Owners and developers of real property who have previously assumed that they have six years to bring contract based malpractice actions against architects and engineers, now need to seriously evaluate their ability to do so.

The Continuing Treatment Doctrine as Applied to Architects and Engineers

As originally envisioned, the continuous treatment doctrine applied to medical professionals, and was intended to prolong the running of the statute of limitations until the defendant doctor ceased treatment of the condition which gave rise to the malpractice. The doctrine has since expanded to other fields of malpractice. Take the following example for illustration: A developer who hires an architect to design and supervise the construction of a concert hall. The design is complete in 1991; the erection is completed two years thereafter. The roof of the hall begins to leak immediately.

A roofing contractor spends three years attempting to remedy the leak, during which time the roofer is under the supervision of the architect.

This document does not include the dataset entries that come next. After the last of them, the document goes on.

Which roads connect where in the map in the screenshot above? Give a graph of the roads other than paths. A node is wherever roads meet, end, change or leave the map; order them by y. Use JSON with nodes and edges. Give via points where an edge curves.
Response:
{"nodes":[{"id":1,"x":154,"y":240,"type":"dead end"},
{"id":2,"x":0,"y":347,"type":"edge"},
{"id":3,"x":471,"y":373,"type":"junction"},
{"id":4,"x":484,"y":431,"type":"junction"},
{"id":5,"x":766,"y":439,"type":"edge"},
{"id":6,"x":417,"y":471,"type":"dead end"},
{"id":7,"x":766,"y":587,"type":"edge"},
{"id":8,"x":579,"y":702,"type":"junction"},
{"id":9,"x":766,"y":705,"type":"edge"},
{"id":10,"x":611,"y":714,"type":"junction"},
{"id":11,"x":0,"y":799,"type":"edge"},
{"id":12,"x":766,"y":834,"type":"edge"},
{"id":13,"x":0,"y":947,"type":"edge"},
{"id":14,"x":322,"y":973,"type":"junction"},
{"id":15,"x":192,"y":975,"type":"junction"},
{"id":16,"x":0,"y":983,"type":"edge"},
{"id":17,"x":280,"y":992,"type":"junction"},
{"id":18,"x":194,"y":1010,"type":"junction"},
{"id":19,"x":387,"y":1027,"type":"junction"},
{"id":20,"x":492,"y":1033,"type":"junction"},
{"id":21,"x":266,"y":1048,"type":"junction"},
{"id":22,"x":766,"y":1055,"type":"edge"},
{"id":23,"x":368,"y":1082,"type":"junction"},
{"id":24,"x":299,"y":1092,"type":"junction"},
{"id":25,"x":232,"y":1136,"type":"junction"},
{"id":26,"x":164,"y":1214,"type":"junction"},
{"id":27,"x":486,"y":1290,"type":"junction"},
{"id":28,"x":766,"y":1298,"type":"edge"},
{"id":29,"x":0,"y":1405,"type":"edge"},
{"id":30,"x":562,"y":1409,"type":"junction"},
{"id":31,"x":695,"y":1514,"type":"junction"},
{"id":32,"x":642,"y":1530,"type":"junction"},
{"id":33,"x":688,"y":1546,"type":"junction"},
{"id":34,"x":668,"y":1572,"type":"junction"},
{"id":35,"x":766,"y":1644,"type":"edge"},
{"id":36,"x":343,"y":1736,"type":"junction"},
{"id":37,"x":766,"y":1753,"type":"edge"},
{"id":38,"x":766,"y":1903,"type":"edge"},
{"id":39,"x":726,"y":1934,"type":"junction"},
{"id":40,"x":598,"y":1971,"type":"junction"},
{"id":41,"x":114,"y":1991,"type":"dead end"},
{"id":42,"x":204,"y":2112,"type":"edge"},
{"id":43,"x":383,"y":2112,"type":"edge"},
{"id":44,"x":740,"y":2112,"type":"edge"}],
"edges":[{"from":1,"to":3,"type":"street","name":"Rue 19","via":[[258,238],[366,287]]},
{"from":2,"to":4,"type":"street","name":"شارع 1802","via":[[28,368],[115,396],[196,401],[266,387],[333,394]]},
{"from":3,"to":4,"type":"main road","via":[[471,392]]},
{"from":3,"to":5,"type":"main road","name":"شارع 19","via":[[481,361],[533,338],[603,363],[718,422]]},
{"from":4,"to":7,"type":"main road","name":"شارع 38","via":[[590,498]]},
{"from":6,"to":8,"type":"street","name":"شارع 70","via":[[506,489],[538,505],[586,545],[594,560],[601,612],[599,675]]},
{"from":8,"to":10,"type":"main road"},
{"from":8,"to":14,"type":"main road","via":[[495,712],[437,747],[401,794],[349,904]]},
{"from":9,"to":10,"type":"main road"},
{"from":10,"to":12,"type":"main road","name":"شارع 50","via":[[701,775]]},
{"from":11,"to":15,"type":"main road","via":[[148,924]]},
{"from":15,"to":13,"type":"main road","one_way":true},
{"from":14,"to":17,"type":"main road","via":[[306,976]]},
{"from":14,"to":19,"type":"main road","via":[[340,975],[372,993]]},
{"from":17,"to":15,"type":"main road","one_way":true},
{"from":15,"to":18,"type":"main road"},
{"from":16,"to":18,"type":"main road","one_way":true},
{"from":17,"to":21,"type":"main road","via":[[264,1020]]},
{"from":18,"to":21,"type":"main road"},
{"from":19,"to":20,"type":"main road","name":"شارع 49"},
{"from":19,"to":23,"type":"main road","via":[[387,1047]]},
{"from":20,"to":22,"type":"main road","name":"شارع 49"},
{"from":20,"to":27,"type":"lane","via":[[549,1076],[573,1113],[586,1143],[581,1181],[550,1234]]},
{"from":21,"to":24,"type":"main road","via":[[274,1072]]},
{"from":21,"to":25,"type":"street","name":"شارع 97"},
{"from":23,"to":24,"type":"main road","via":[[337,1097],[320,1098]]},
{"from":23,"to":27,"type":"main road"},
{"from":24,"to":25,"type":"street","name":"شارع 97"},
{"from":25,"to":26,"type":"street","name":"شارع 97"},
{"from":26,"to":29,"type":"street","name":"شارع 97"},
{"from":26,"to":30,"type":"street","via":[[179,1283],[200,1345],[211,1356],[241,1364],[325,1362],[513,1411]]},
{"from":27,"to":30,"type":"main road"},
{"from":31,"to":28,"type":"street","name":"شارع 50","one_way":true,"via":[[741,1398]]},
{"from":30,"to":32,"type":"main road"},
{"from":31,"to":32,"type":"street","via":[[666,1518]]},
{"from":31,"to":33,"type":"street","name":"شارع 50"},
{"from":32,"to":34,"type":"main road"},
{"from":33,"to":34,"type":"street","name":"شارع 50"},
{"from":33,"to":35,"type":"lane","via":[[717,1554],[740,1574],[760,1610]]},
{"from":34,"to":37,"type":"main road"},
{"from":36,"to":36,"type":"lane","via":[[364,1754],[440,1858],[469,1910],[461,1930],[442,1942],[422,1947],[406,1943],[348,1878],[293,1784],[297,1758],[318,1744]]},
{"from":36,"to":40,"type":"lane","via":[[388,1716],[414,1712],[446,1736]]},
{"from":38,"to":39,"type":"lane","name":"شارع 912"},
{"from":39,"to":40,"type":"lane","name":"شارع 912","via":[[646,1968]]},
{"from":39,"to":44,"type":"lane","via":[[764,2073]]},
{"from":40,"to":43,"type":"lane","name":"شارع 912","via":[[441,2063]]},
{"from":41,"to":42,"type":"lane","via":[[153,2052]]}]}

Dissatisfied with the continuing failure of corrective measures, in 1996 the plaintiff sues the architect for malpractice.

New York Courts have held that in this type of scenario, the statute of limitations does not begin to run until the termination of the professional relationship between the parties. The basis for this conclusion is that the considerations responsible for making the continuous treatment doctrine applicable to the professions of medicine, law and accounting, also apply to the profession of architecture. Under this reasoning, the statute of limitations did not begin to run during the time the architect sought to fix the roof.

New York's New Statute of Repose

New York State has now enacted legislation that limits the right to commence actions against design professionals to a specified period following a project's substantial completion.

The new Statute of Repose establishes a cutoff period for negligence claims of 10 years following completion of the professional's services. The new law expressly states that it is not intended to alter other applicable statutes of limitation.

New York law now also requires that a notice-of-claim be served on the design professional defendant ninety days prior to filing a lawsuit that involves design work completed within the ten year span. Architects and Engineers throughout the state are no doubt rejoicing; this new statute provides them with increased protection from liability, while establishing an effective means to dispose of actions which lack meaningful evidentiary foundation.